BSX’s Margin Performance in Q1
The gross margin expanded 60 basis points (bps) year over year to 69.4%. There was a 9.4% rise in the cost of products sold (to $1.59 billion) in the reported quarter.
Selling, general and administrative expenses rose 11.5% to $1.78 billion. Research and development expenses rose 16.5% to $516 million. Royalty expenses of $12 million declined 14.3% year over year. Adjusted operating margin expanded 27 bps to 25.1%.
BSX’s Lowered 2026 and Q2 View
For 2026, Boston Scientific now anticipates net sales to grow approximately 7-8.5% on a reported basis and 6.5-8% on an organic basis (down from previous growth guidance of 10.5-11.5% on a reported basis and 10-11% on an organic basis). The Zacks Consensus Estimate is currently pegged at $22.27 billion, indicating a 10.9% rise from the 2025 figure.

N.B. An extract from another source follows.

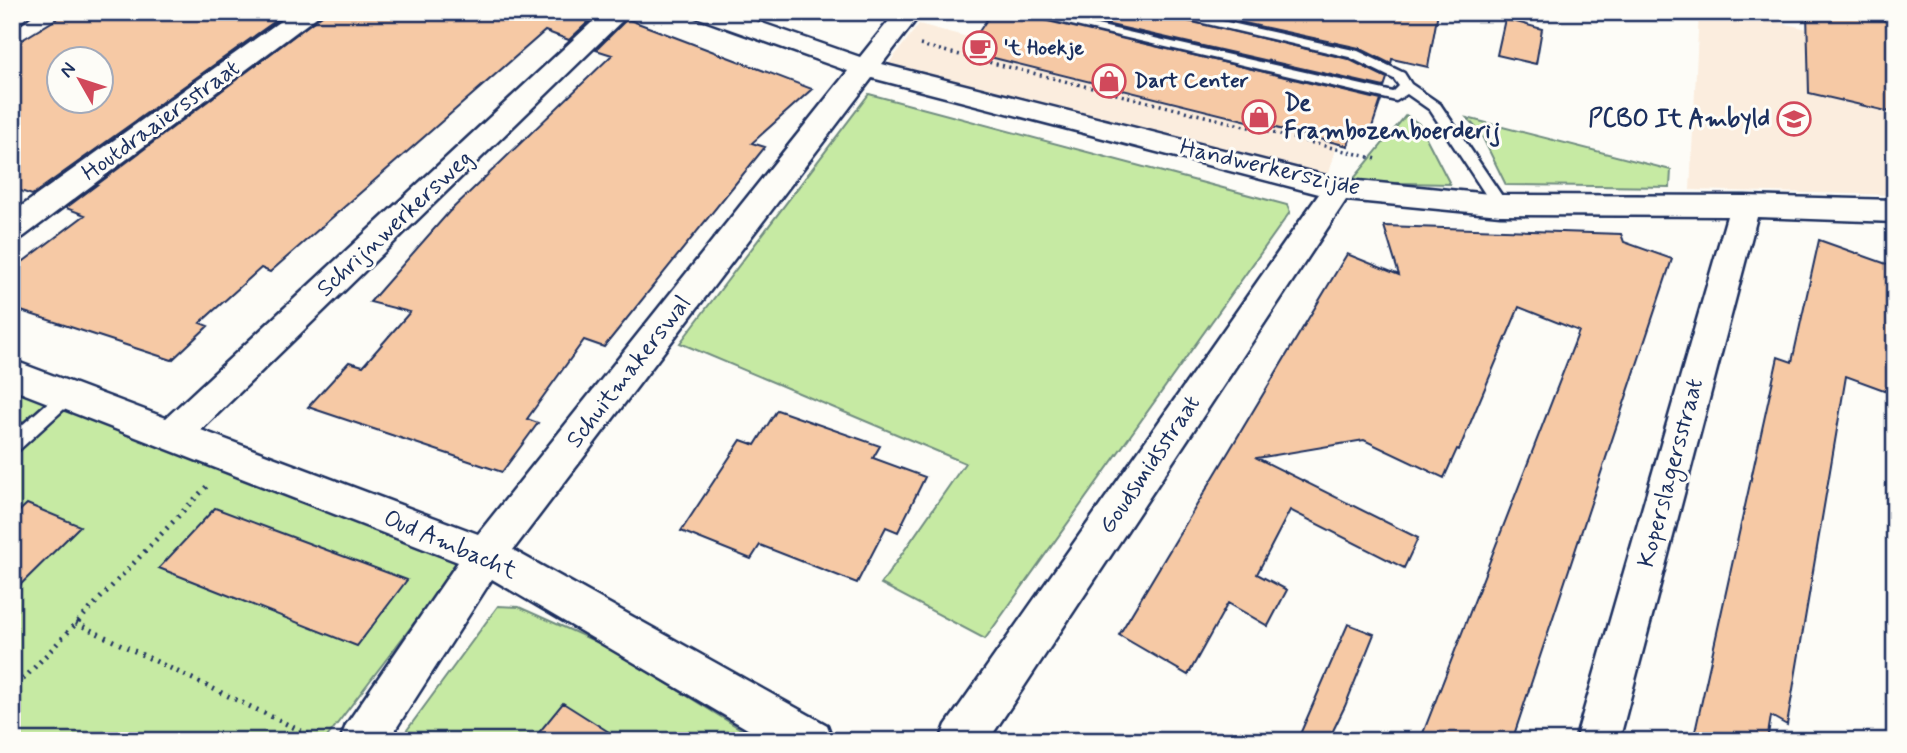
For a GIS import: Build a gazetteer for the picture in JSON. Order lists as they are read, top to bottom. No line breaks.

Full-year adjusted EPS is now expected in the range of $3.34-$3.41 (down from $3.43-$3.49). The Zacks Consensus Estimate is currently pegged at $3.45.
For the second quarter of 2026, revenue growth is projected in the range of approximately 5.5-7.5% on a reported basis (up 5-7% organically). Adjusted earnings are expected to be in the range of 82-84 cents per share.
The Zacks Consensus Estimate for second-quarter earnings and revenues is pegged at 86 cents per share and $5.57 billion, respectively.
How Have Estimates Been Moving Since Then?
In the past month, investors have witnessed a downward trend in estimates review.
VGM Scores
At this time, Boston Scientific has a average Growth Score of C, though it is lagging a bit on the Momentum Score front with a D. Charting a somewhat similar path, the stock was allocated a score of C on the value side, putting it in the middle 20% for value investors.
Overall, the stock has an aggregate VGM Score of C. If you aren't focused on one strategy, this score is the one you should be interested in.
Outlook
Estimates have been broadly trending downward for the stock, and the magnitude of these revisions indicates a downward shift. It's no surprise Boston Scientific has a Zacks Rank #4 (Sell). We expect a below average return from the stock in the next few months.